Quand on est chef, est-on toujours au top ?Ces gens-là sont tellement amoureux de ce qu’ils font qu’ils sont d’une vigilance incroyable. Pour moi, au fil du temps ils s’améliorent. Je n’ai jamais vu des gens aussi consciencieux que des chefs étoilés. Le seul avec qui je n’étais pas en adéquation totale c’est Bocuse qui n’était jamais dans sa cuisine. Il faisait partie des intouchables mais moi je trouve qu’il n’était pas toujours à la hauteur.

Vous connaissez les Pourcel ?Ils sont remarquables. C’est une des plus belles tables de tout le midi, toujours inventifs, à l’affût des saveurs, à goûter…

Ils sont un peu comme vous tous ces chefs. Ce sont des compositeurs…Voilà c’est ça ! Une de mes plus grandes fiertés c’est que plusieurs chefs étoilés m’ont dit : « Toi tu pourrais être des nôtres. Comme tu fais tes chansons, tu pourrais faire la cuisine comme nous. »

Pierre Perret et son ami le chef Michel Trama

De la recette du succès aux pieds dans le plat

La recette du succèsJe crois qu’il faut être fidèle à soi-même et que sans passion on ne peut rien faire. J’ai eu la chance de traverser la vie en vivant de ma passion, c’est-à-dire d’écrire des histoires qui sont partagées avec des gens que ça fait éclater de rire, sangloter, réfléchir, et il n’y a pas de meilleure musique que celle d’un éclat de rire dans une salle. Ce qui m’a guidé c’est ça, c’est pas autre chose.

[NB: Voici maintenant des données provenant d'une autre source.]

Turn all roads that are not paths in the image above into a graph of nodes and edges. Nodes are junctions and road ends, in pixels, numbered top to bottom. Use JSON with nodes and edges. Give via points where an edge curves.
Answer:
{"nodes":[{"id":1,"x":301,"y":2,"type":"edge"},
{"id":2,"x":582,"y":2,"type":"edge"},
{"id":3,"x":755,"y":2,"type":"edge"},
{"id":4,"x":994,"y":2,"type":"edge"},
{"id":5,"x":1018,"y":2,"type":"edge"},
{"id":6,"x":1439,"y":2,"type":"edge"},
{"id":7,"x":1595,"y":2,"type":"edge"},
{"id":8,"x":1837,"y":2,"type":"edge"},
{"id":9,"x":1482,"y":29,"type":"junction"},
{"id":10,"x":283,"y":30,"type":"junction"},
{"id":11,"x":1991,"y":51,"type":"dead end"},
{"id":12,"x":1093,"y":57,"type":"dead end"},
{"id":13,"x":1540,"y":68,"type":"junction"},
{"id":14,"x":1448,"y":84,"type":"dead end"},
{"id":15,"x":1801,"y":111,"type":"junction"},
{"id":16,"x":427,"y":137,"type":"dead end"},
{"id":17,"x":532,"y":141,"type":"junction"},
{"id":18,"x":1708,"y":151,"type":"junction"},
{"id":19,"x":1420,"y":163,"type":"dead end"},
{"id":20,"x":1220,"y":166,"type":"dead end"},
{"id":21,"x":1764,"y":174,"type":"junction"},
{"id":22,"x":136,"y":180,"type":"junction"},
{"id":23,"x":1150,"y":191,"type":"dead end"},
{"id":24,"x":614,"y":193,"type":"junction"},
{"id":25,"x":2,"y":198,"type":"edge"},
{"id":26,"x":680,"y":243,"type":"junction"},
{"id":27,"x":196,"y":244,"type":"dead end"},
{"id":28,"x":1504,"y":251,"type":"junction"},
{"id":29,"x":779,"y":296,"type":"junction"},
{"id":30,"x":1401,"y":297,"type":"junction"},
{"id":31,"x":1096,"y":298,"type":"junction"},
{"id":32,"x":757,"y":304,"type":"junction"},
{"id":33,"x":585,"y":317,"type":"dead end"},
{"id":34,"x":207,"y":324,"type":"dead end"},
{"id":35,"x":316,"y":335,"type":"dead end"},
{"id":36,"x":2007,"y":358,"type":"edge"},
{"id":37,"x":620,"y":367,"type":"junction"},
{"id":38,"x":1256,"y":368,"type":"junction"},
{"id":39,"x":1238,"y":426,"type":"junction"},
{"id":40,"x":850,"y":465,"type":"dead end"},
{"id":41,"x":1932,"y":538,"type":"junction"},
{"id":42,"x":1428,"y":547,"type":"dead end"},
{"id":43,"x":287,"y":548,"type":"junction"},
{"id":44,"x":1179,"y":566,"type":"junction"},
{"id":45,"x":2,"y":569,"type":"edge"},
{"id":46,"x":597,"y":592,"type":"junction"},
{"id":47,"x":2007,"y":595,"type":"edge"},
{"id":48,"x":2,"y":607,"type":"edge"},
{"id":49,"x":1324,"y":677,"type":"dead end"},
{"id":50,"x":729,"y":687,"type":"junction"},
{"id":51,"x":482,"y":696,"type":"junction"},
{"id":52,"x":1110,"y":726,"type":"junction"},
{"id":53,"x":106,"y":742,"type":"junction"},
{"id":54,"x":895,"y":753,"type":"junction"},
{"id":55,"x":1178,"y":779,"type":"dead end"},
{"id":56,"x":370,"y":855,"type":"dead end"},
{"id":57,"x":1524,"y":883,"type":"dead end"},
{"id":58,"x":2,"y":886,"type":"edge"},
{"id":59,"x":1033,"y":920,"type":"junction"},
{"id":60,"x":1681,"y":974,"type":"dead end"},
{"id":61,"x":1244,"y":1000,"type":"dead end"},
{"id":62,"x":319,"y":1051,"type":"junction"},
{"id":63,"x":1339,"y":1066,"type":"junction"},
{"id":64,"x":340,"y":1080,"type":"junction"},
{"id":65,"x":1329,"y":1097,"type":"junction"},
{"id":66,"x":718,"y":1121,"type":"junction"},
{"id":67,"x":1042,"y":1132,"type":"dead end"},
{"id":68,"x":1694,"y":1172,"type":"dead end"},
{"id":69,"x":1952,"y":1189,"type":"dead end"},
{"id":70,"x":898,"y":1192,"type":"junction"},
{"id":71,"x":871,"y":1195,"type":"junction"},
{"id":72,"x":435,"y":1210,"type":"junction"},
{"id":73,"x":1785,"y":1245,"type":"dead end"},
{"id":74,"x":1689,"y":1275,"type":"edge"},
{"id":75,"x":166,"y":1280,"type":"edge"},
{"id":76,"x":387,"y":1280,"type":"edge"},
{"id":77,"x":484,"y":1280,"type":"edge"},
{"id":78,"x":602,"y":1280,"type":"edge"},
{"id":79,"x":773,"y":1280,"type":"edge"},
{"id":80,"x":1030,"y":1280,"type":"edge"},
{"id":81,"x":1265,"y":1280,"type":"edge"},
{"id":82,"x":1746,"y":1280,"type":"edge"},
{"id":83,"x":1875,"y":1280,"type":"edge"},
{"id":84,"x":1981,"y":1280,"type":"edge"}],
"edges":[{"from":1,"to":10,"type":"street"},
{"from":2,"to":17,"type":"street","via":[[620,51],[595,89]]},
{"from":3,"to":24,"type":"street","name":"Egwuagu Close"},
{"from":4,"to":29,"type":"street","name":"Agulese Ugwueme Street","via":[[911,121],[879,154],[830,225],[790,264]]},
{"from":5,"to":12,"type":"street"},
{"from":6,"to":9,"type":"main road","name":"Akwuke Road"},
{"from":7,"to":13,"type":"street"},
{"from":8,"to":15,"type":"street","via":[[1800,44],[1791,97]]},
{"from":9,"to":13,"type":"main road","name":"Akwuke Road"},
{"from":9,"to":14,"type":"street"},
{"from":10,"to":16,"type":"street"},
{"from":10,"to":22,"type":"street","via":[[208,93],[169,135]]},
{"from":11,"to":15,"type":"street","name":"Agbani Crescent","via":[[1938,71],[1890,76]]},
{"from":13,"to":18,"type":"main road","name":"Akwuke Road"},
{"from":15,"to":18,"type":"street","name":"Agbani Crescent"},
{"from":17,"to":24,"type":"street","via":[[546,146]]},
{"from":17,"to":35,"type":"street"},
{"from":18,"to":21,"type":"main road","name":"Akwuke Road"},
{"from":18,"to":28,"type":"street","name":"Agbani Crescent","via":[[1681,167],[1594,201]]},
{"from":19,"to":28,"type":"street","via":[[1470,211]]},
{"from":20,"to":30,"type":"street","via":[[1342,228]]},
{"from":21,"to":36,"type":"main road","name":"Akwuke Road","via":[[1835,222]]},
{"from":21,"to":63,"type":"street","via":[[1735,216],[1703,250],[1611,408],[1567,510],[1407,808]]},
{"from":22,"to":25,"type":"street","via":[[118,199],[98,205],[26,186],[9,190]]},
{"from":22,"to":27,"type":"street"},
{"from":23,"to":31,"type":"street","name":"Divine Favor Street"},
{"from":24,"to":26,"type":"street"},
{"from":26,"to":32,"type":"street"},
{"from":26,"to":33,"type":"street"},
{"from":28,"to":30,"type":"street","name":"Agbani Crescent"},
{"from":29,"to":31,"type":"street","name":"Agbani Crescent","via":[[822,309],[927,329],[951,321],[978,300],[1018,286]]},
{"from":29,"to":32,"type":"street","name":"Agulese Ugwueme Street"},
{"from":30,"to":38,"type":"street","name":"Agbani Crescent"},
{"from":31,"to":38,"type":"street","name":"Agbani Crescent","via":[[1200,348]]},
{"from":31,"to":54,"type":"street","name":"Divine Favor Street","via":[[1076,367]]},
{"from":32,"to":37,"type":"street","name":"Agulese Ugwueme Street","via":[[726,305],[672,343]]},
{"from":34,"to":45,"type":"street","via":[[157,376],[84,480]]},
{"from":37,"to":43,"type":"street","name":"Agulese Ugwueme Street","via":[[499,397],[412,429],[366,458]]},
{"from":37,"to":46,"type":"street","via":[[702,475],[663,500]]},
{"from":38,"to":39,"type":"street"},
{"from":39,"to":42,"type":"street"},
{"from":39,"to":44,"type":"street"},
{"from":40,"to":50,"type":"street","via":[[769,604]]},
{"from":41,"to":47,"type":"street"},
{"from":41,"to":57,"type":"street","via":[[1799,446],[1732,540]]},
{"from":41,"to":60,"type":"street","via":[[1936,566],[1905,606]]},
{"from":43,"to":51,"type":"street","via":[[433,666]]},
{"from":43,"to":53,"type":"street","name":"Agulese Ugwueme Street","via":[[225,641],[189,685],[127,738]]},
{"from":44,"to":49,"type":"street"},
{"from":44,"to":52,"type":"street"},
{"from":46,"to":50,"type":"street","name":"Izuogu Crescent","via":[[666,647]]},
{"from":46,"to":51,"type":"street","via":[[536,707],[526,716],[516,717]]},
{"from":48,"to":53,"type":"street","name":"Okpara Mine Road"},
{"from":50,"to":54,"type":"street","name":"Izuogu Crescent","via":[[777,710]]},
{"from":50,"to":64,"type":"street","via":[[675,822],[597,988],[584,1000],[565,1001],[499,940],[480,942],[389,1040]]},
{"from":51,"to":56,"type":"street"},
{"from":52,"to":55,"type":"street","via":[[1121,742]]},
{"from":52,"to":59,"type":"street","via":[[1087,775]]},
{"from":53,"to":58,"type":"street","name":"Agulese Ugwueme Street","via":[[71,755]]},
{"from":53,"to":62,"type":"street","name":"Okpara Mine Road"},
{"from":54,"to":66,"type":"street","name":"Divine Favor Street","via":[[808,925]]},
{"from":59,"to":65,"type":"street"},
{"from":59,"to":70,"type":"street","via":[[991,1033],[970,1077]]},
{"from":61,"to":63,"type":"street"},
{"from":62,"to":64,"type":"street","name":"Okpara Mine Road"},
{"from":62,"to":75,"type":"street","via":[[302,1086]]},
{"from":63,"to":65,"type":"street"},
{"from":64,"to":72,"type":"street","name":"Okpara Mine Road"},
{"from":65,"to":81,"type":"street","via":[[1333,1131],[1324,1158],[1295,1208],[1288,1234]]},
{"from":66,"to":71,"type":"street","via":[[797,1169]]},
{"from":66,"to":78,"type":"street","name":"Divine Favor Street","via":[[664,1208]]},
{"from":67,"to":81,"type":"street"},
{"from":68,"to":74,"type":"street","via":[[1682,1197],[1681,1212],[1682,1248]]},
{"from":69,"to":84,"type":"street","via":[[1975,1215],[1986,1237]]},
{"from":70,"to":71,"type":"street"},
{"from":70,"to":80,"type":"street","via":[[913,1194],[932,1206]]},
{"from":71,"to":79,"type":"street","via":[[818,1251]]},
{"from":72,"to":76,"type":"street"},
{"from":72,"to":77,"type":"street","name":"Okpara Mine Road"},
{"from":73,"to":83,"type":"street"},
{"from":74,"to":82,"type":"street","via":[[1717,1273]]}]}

La rate au court-bouillonIl y a beaucoup de choses qui me défrisent. J’aimerais qu’on mette de l’éducation civique. Et aussi qu’on apprenne à manger aux enfants.

Une recette bête comme chouC’est toujours les recettes les plus simples qui sont les meilleures. Une bonne omelette par exemple. Il suffit d’avoir des bons œufs, une bonne poêle, de savoir les mettre au bon moment sans trop les battre, et d’arrêter la cuisson quand il le faut. Le jour où on a réussi, il faut en faire profiter les copains.

Roulé dans la farineTous ceux qui ne m’aiment pas dans les journaux, l’ont fait 100fois. Il y a tant de voyous, de provocateurs, de vulgaires. J’ai lu des choses sur moi qui m’ont attristé mais souvent ça m’a fait rire aussi.

Soupe au laitMa femme dit que oui mais moi je ne crois pas. Elle doit savoir mieux que moi. Ça a dû s’arranger avec l’âge. On acquiert une certaine sagesse tout de même.

Les pieds dans le platAh oui ! Je fais ça avec mes chansons depuis tant d’années!

La cerise sur le gâteauJe voudrais que les enfants apprennent mes chansons dans les livres d’école.